Inspiration

We are gamers who love streaming and watching high-level "Magic: The Gathering" gameplay on Twitch. One of the challenging things about streaming a game like Magic is having to explain a ton to get viewers to follow along. What are the actual cards being played on the table? What decks are the players playing? Even for regular fans of the game, it can be hard to understand what’s happening.

From a content creator perspective, we believe there are ways to empower ALL Magic streamers to make their channels more interactive and fun to watch. We also want to give them dynamic tools to develop solid streamer-viewer relationships that don’t feel forced, and is organic to what’s happening on-stream.

We know that new streamers can use some help to monetize their stream in ways that feel genuine. As a first step, we want to give viewers more interesting content to watch -- and eventually tie card purchases ON Twitch to what's happening, without viewers leaving the stream.

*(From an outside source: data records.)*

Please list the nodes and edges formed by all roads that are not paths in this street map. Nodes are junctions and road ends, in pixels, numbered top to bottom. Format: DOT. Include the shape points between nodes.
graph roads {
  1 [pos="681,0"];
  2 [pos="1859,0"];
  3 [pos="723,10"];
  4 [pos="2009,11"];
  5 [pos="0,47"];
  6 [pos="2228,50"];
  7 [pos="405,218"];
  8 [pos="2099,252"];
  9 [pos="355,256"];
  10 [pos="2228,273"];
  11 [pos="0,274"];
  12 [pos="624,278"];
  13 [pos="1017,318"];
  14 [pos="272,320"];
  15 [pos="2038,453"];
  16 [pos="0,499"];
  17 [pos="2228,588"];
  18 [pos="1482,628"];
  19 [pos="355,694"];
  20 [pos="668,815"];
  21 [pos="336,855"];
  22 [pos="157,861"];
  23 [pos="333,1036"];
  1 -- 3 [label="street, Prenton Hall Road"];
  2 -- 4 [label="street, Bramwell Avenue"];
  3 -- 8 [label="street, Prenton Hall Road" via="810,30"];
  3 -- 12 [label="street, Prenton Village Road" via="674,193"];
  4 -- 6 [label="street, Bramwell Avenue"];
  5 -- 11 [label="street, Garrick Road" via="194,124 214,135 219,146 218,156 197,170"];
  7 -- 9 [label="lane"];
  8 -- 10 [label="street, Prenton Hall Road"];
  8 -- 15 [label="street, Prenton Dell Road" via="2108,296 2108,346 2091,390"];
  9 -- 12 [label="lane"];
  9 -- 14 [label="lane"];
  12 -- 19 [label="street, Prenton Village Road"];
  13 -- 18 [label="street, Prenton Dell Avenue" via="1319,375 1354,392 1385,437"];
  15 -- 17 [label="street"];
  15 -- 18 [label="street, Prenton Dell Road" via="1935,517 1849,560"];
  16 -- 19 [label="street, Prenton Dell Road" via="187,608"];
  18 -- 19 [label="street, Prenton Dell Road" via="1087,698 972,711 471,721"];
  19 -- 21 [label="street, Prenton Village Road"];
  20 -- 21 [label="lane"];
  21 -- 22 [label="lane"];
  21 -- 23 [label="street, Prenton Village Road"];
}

Bottom line – streamers can tell a better Magic story, and viewers can watch a better story!

What it does

Our Twitch extension uses a basic service for Magic cards object detection and identification, such that viewers can click on the physical outlines of cards on-stream to see what the cards do.

We have also built a Magic decklist upload option, so that content creators can display the hidden contents of a deck uniquely designed for a tournament.

To demonstrate all of this, we've recorded a Magic demo video on constant loop in our Twitch channel, so that the judges can view it 24/7. While the video runs, our image detection service will make detected cards “clickable.” There are also pop-ups on both sides of the screen to expose the players’ decklists.

We're more than happy to demo everything "live" with a physical Magic stream setup, if need be.

How I built it

Project consists of few layers:

  • Extension Backend Service (“EBS”) - this is the main backend for the extension. It keeps information about the decklists presented on-stream. It is responsible for card parsing from the text, and providing card image details. We wrote this in node.js and use Redis as a store. Hosted on AWS EC2.
  • EBS Pub/Sub service - passes information about the cards detected by image recognition service to all the viewers. Written in node.js.
  • Twitch extension - frontend application written in Preact (javascript). It presents information about the detected cards and decklists to all the viewers across the Internet.
  • Image recognition service (“IRS”) - this is the backend app responsible for detecting cards on-stream. We wrote the IRS in Python with ffmpeg and OpenCV. Hosted on highly efficient EC2 machines (c5n.large).

During the stream, the IRS constantly analyses the video stream in order to find videos. Algorithm consists of 3 steps:

  1. Preprocessing of video frame - noise removal, contrast enhancement, and more.
  2. Detecting possible cards positioning.
  3. Matching detected cards against Magic cards database.

Results over processing are send via EBS Pub/Sub to the extension, for all the viewers.

Challenges I ran into

Starting with OpenCV/Python for basic implementation and then converting it to read from the video stream, taking into account the delays in reading from stream. The last part was very tricky because Twitch is a global service, and video delays differ for each user. We had a breakthrough when we discovered that Twitch provides information to the extension in the form of the ‘hlsLatencyBroadcaster’ parameter -- allowed us to properly account for delays.

Accomplishments that I'm proud of

We’re super proud of the fact that we put several components together in limited time. We’ve learned to integrate with Twitch in several ways -- visual overlays, image recognition for a running stream, and so forth.

What I learned

We learned a lot about how generally image processing and image recognition works.

We also learned about, from the ground up, how to work with the Twitch extensions ecosystem: requirements, limitations, dev tools, working with Twitch API, the extensions review process.

What's next for Image recognition & card analysis for tabletop games

The next steps are to refine image recognition to be more accurate for a broader pool of cards, since we've only trained a small subset of cards for the demo. We need to refine the overall object detection to be stronger at recognizing the contours/shapes of cards, and this problem is magnified with playmats, dice, notepads, and other common objects on the stream.

As Twitch extensions support richer integrated purchasing capabilities (i.e. without leaving the Twitch channel), we would be looking to take advantage of new features. Building a shopping cart and checkout system within the extension would be super cool. This will help streamers monetize their streams in a way that feels genuine and not forced like ads.

We definitely want to "branch out" and provide image recognition and eventually integrated sales for other collectible trading card games, such as Keyforge, Yugioh, and Pokemon.

We want this product to be used for as many tabletop games as possible, so it’s also conceivable we could branch out into board games like “Settlers of Cataan” and use card detection for game pieces detection.